If you’ve been to Whole Foods, you know the virtuous-looking probably-made-from-recycled-material trays for the hot food bar. They come in two sizes: normal, of which there aren’t many, and giant, which is the size most of them are. If you fill them with items from the buffet — although Whole Foods is too snooty to call it that — you would pay about $12 or $18 respectively. They are brown and feel like corrugated paper, and they stick together.
I was fueling up at lunch today when I saw an old man with a cane trying to pull a tray from the “giant” stack. These things are thick and heavy and packed together tightly, so he was struggling. I put down my lunch and went over to help him out. Just a small thing that one does when one sees someone having trouble. Took me 10 seconds. He was grateful, and then I went to stand in line to check out.

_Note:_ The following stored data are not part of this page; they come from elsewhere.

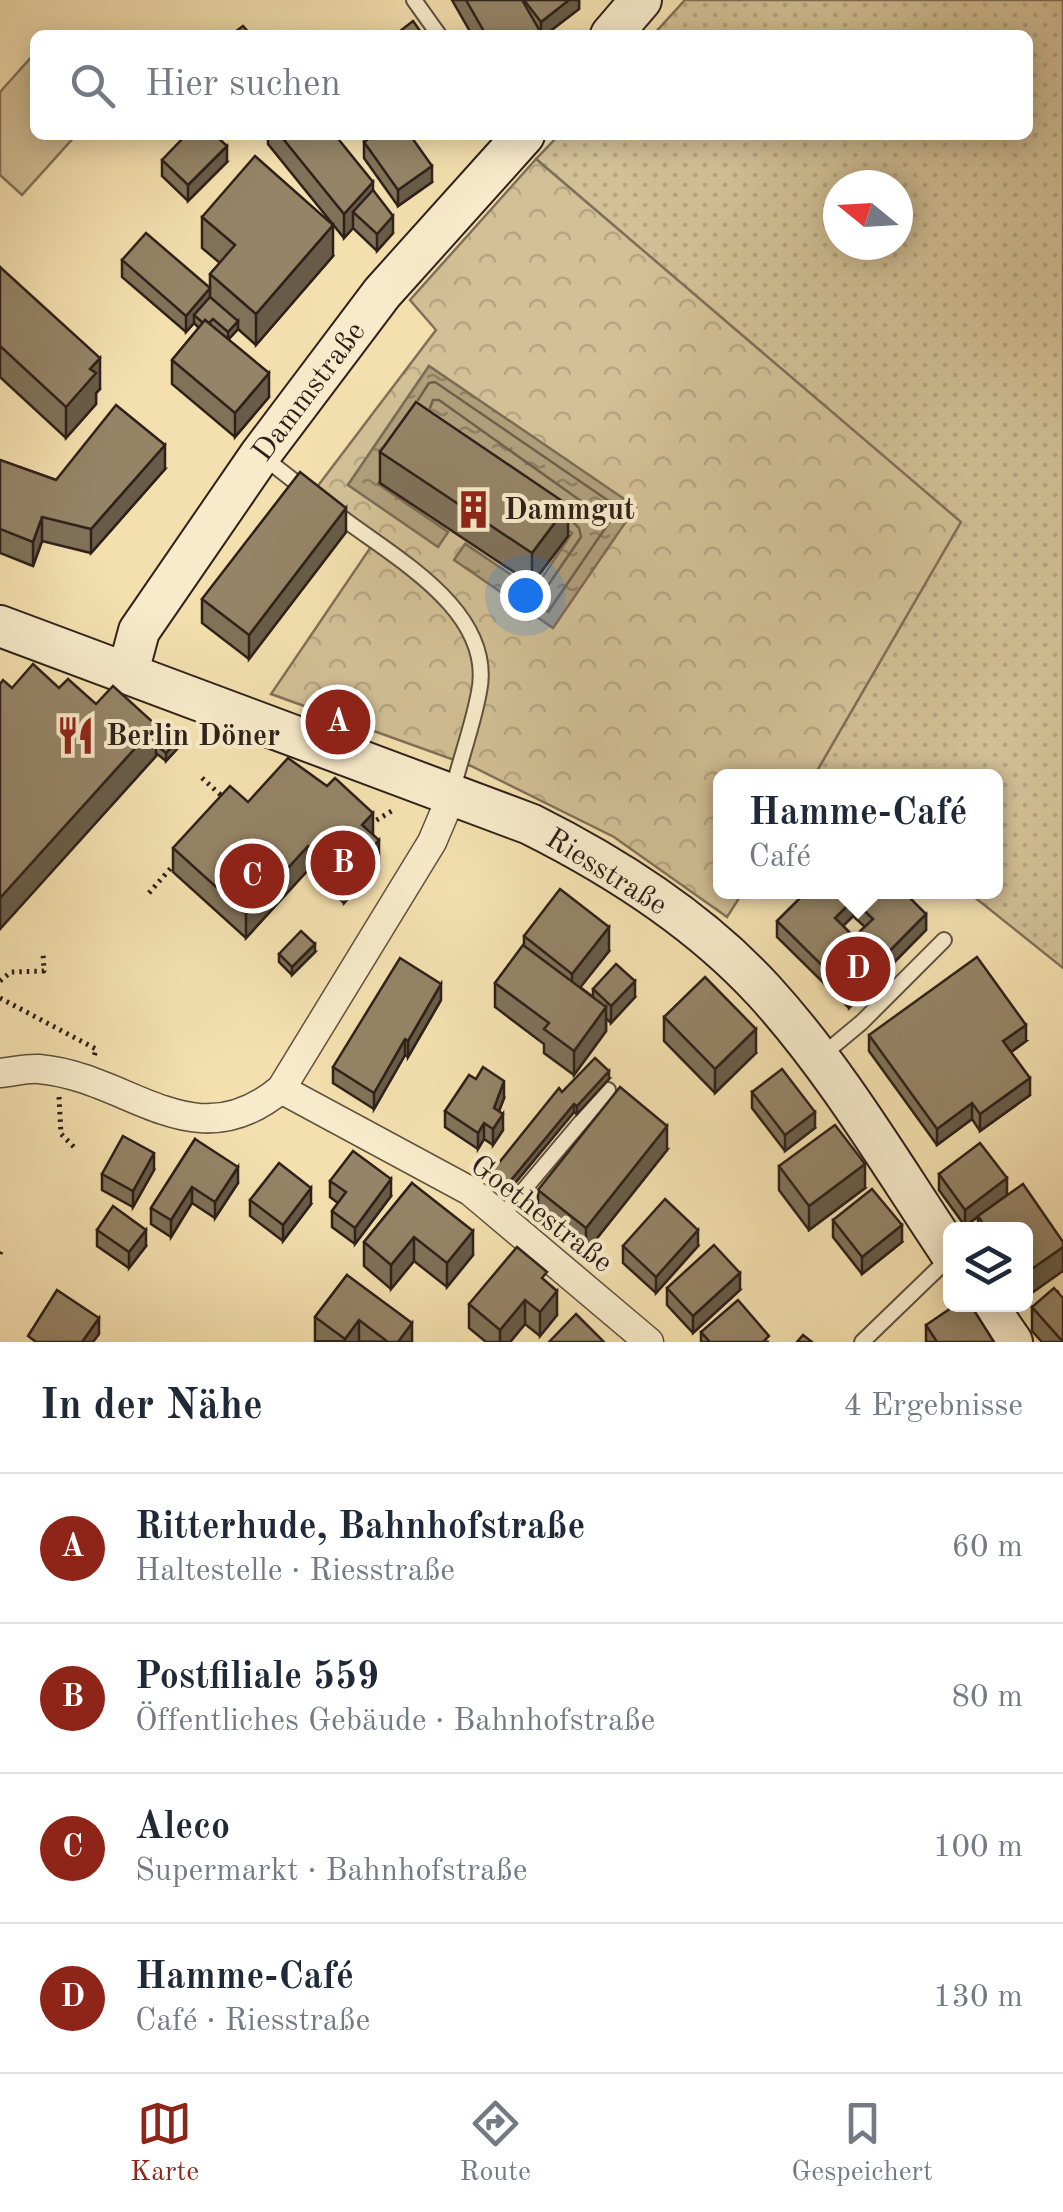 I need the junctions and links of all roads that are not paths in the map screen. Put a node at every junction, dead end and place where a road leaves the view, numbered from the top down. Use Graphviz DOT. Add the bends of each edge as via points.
graph roads {
  1 [pos="414,0"];
  2 [pos="641,0"];
  3 [pos="435,30"];
  4 [pos="614,30"];
  5 [pos="516,140"];
  6 [pos="260,455"];
  7 [pos="0,626"];
  8 [pos="128,672"];
  9 [pos="452,795"];
  10 [pos="944,940"];
  11 [pos="820,1058"];
  12 [pos="0,1073"];
  13 [pos="281,1090"];
  14 [pos="608,1090"];
  15 [pos="501,1218"];
  16 [pos="943,1243"];
  17 [pos="943,1261"];
  18 [pos="991,1312"];
  19 [pos="649,1342"];
  20 [pos="862,1342"];
  21 [pos="1012,1342"];
  1 -- 3 [label="lane"];
  2 -- 4 [label="main road"];
  5 -- 6 [label="main road, Dammstraße" via="382,293"];
  6 -- 8 [label="main road, Dammstraße" via="139,632"];
  6 -- 9 [label="lane" via="452,603 476,634 480,691"];
  7 -- 8 [label="main road, Riesstraße"];
  8 -- 9 [label="main road, Riesstraße"];
  9 -- 11 [label="main road, Riesstraße" via="603,860 697,928 763,990"];
  9 -- 13 [label="street" via="432,842"];
  10 -- 11 [label="lane"];
  11 -- 16 [label="main road, Riesstraße"];
  12 -- 13 [label="street" via="39,1070 181,1116 221,1120 254,1112"];
  13 -- 15 [label="street, Goethestraße" via="470,1192"];
  14 -- 15 [label="lane"];
  15 -- 19 [label="street, Goethestraße"];
  17 -- 20 [label="lane"];
  18 -- 21 [label="main road"];
}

Then I almost started to cry.
I used to do 100 things like that a day for my father on the weekends and after a while, I took them for granted. Aside from task lists that I’ve mentioned before, I would perform small acts that were nothing for me and probably saved him so much time and many reminders of his failing abilities. Picking something up off the floor he had just dropped, opening a soda bottle, adjusting the thermostat that I’m sure he couldn’t read anymore. The feeling at Whole Foods brought me back instantly to standing in his old apartment again, as if I’d never left. As if he’d never left.
Recently I have been feeling more myself, but the thing about losing someone is that you really don’t know when something is going to creep up on you like that. Over time, it happens less and less. I guess I am still a long way off.
Recovering is a strange process. You don’t really ever get back to the place you were, and for wherever it is you are going, it is not a straight line. It is hard to know how you’re doing too. I suppose it’s when small things like helping someone out at Whole Foods make you remember, and most of the time, you smile.